El ajenjo es una planta parecida a la artemisa, con la que puede llegar a confundirse. Crece al borde de los caminos, en los declives y en los lugares sin cultivar, formando espesas matas de hoja gris pálido.
Abunda en todas las regiones montañosas de tipo alpino.
Con el ajenjo se fabrica un licor sumamente tóxico para el sistema nervioso, y su uso inmoderado puede provocar un proceso degenerativo de los nervios.
Sus principales constituyentes
El ajenjo contiene una sustancia amarga—el tanino—, ácido málico y sacínico y, sobre todo, un aceite esencial muy tóxico.

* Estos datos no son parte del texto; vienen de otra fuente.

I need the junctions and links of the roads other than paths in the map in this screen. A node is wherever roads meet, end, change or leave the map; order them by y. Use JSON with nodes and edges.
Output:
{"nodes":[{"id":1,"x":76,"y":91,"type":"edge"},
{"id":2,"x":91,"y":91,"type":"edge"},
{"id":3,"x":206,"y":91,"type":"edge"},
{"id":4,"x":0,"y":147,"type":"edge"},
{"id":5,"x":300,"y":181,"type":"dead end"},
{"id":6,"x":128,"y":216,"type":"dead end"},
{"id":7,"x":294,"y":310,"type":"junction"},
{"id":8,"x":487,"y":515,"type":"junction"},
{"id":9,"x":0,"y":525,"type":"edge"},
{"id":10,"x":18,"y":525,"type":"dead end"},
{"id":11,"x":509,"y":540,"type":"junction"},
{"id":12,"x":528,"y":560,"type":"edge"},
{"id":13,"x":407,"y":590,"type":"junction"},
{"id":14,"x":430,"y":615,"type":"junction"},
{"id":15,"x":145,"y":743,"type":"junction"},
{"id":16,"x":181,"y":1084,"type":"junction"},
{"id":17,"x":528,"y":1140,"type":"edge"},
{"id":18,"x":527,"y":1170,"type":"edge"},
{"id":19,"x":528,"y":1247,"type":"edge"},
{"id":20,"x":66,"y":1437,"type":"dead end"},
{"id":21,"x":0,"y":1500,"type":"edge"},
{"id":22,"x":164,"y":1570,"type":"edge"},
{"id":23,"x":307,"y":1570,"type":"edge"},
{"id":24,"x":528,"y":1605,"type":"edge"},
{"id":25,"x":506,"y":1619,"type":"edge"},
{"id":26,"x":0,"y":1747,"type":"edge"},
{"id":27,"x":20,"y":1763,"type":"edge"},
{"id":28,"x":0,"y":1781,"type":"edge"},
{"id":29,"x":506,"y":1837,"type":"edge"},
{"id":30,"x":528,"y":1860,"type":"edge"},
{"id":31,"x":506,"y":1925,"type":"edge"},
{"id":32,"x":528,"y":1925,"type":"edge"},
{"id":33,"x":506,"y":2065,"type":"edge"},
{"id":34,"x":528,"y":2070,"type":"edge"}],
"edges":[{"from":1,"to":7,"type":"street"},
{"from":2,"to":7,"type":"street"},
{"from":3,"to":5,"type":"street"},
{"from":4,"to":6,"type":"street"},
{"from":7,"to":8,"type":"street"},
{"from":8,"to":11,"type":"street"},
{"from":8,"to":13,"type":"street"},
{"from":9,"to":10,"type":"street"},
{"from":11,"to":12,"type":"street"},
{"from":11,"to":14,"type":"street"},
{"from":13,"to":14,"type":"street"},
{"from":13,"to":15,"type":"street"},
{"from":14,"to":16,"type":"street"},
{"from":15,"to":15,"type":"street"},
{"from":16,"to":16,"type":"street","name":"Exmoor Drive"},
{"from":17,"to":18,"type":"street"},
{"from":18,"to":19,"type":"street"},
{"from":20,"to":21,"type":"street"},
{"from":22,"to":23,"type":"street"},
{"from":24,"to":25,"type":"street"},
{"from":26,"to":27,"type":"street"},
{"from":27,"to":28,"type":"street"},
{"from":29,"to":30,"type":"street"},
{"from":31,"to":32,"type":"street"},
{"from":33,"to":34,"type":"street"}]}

Indicaciones y modo de empleo
El ajenjo posee virtudes estimulantes, estomacales, diuréticas, febrífugas y vermífugas

Uso interno.
Se utilizarán las hojas y las inflorescencias en infusión, en tintura o en extracto para favorecer la aparición de las reglas. Un herbolario o un fisioterapeuta indicarán las proporciones convenientes.
Uso externo
El ajenjo en decocción (50 grs de hojas por litro) desinfecta las heridas, puesto que es un poderoso antiséptico.
El jugo de las hojas de ajenjo, aplicado a la epidermis ahuyenta los mosquitos.
Observación
Las hojas secas constituyen un excelente producto natural contra las polillas.